Requirement: With all images omitted, write out the records word for word.
----- Study material -----
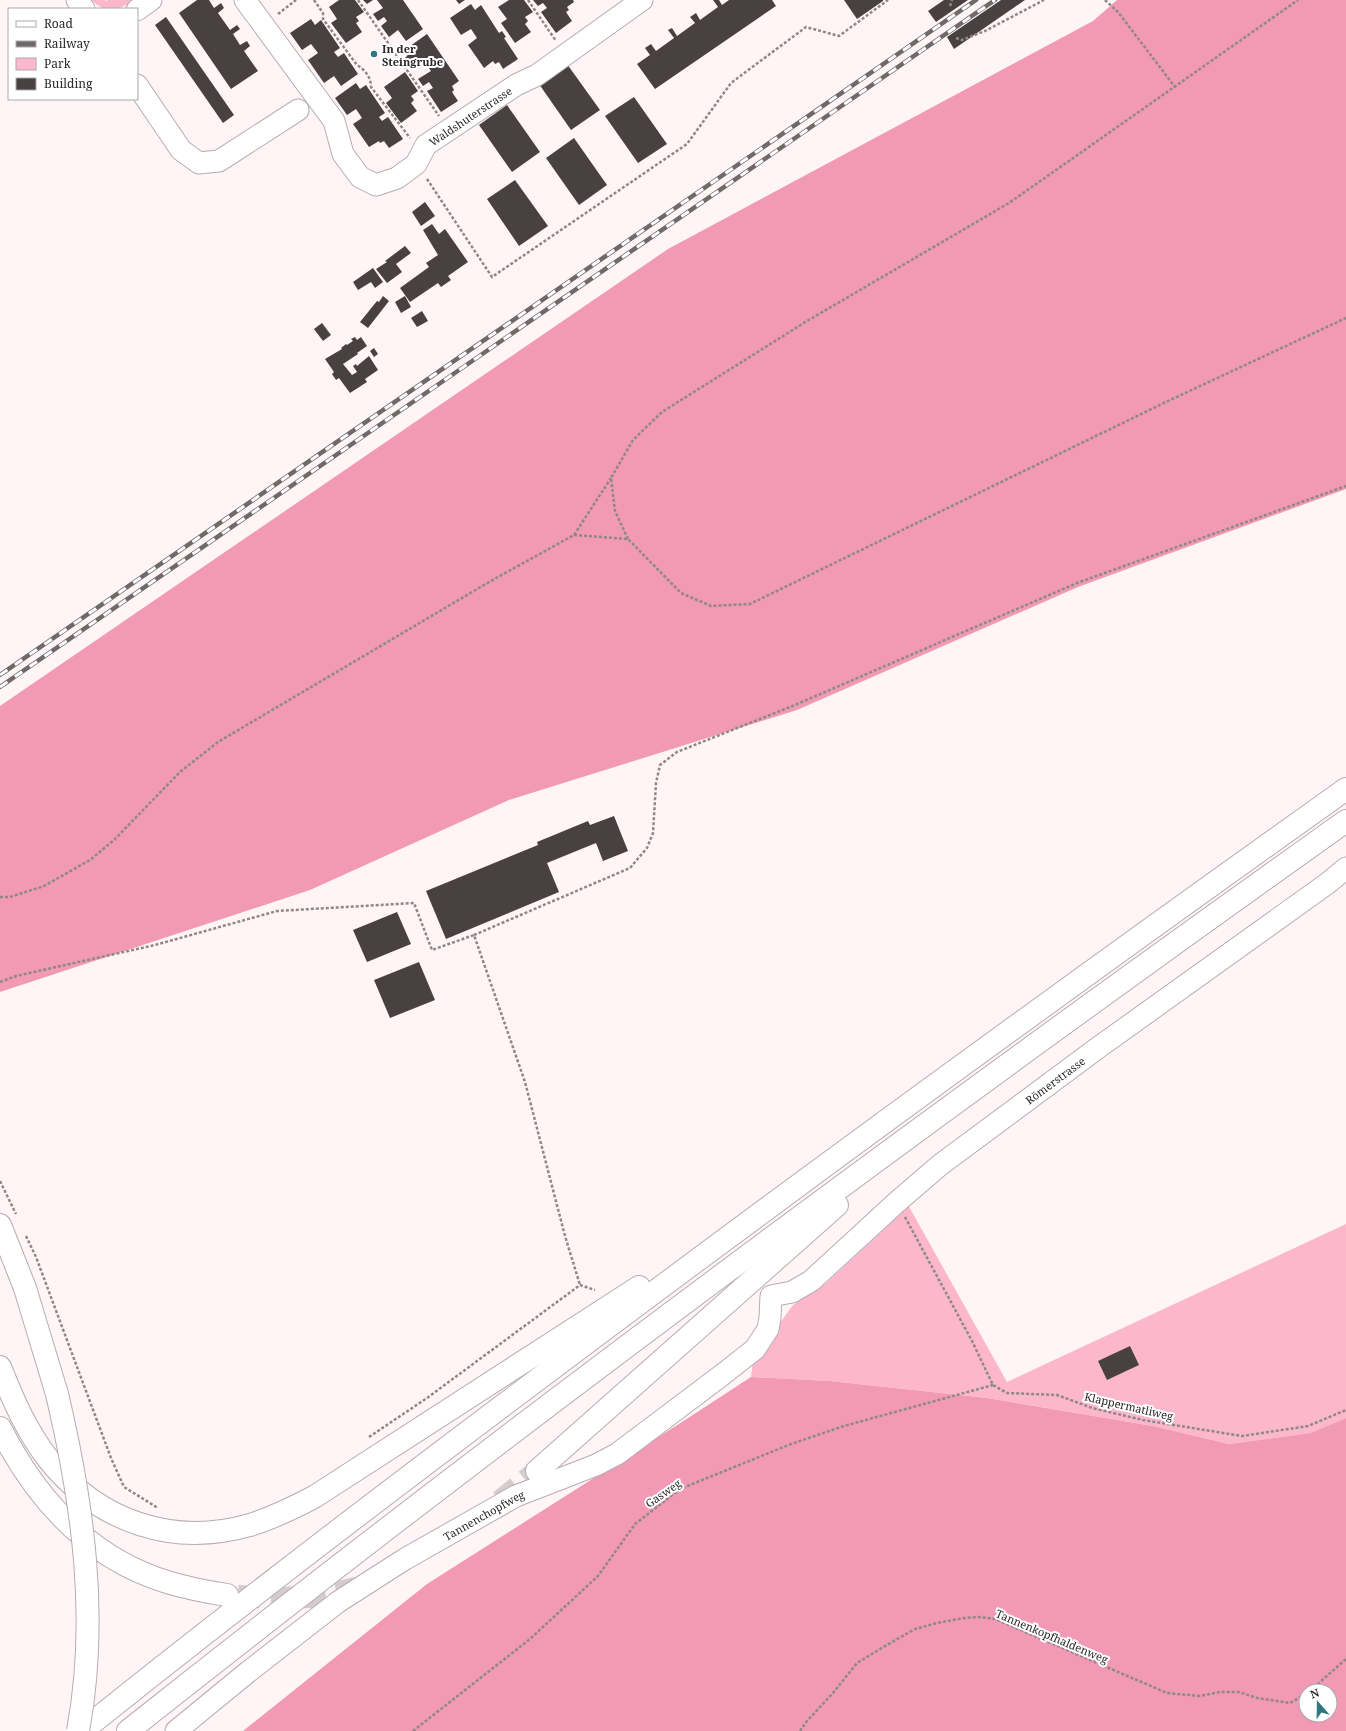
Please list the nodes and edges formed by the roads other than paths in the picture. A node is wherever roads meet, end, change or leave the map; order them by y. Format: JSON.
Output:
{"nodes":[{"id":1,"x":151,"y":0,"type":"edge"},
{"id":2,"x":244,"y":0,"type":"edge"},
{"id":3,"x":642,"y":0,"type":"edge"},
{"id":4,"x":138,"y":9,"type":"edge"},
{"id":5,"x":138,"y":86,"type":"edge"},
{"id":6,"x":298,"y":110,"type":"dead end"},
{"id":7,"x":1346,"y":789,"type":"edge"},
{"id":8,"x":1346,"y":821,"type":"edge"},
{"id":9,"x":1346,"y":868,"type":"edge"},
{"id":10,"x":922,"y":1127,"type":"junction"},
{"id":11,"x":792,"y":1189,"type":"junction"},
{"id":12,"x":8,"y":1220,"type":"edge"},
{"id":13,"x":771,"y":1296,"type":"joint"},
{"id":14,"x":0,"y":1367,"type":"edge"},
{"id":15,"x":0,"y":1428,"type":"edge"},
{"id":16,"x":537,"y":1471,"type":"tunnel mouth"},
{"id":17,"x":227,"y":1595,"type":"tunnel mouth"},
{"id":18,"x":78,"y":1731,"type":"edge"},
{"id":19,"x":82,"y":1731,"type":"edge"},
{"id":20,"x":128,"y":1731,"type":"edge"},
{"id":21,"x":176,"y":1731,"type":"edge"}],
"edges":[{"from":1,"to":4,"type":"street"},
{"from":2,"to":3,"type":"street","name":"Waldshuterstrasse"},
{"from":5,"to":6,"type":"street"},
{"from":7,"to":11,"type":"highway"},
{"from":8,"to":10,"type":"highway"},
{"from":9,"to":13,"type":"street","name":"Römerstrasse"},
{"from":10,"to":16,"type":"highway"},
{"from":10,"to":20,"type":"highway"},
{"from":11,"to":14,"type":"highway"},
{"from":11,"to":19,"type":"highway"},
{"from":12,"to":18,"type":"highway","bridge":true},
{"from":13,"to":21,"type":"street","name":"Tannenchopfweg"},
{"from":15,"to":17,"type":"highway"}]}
-----
Solution:
Please list the nodes and edges formed by the roads other than paths in the picture. A node is wherever roads meet, end, change or leave the map; order them by y. Format: JSON.
Output:
{"nodes":[{"id":1,"x":151,"y":0,"type":"edge"},
{"id":2,"x":244,"y":0,"type":"edge"},
{"id":3,"x":642,"y":0,"type":"edge"},
{"id":4,"x":138,"y":9,"type":"edge"},
{"id":5,"x":138,"y":86,"type":"edge"},
{"id":6,"x":298,"y":110,"type":"dead end"},
{"id":7,"x":1346,"y":789,"type":"edge"},
{"id":8,"x":1346,"y":821,"type":"edge"},
{"id":9,"x":1346,"y":868,"type":"edge"},
{"id":10,"x":922,"y":1127,"type":"junction"},
{"id":11,"x":792,"y":1189,"type":"junction"},
{"id":12,"x":8,"y":1220,"type":"edge"},
{"id":13,"x":771,"y":1296,"type":"joint"},
{"id":14,"x":0,"y":1367,"type":"edge"},
{"id":15,"x":0,"y":1428,"type":"edge"},
{"id":16,"x":537,"y":1471,"type":"tunnel mouth"},
{"id":17,"x":227,"y":1595,"type":"tunnel mouth"},
{"id":18,"x":78,"y":1731,"type":"edge"},
{"id":19,"x":82,"y":1731,"type":"edge"},
{"id":20,"x":128,"y":1731,"type":"edge"},
{"id":21,"x":176,"y":1731,"type":"edge"}],
"edges":[{"from":1,"to":4,"type":"street"},
{"from":2,"to":3,"type":"street","name":"Waldshuterstrasse"},
{"from":5,"to":6,"type":"street"},
{"from":7,"to":11,"type":"highway"},
{"from":8,"to":10,"type":"highway"},
{"from":9,"to":13,"type":"street","name":"Römerstrasse"},
{"from":10,"to":16,"type":"highway"},
{"from":10,"to":20,"type":"highway"},
{"from":11,"to":14,"type":"highway"},
{"from":11,"to":19,"type":"highway"},
{"from":12,"to":18,"type":"highway","bridge":true},
{"from":13,"to":21,"type":"street","name":"Tannenchopfweg"},
{"from":15,"to":17,"type":"highway"}]}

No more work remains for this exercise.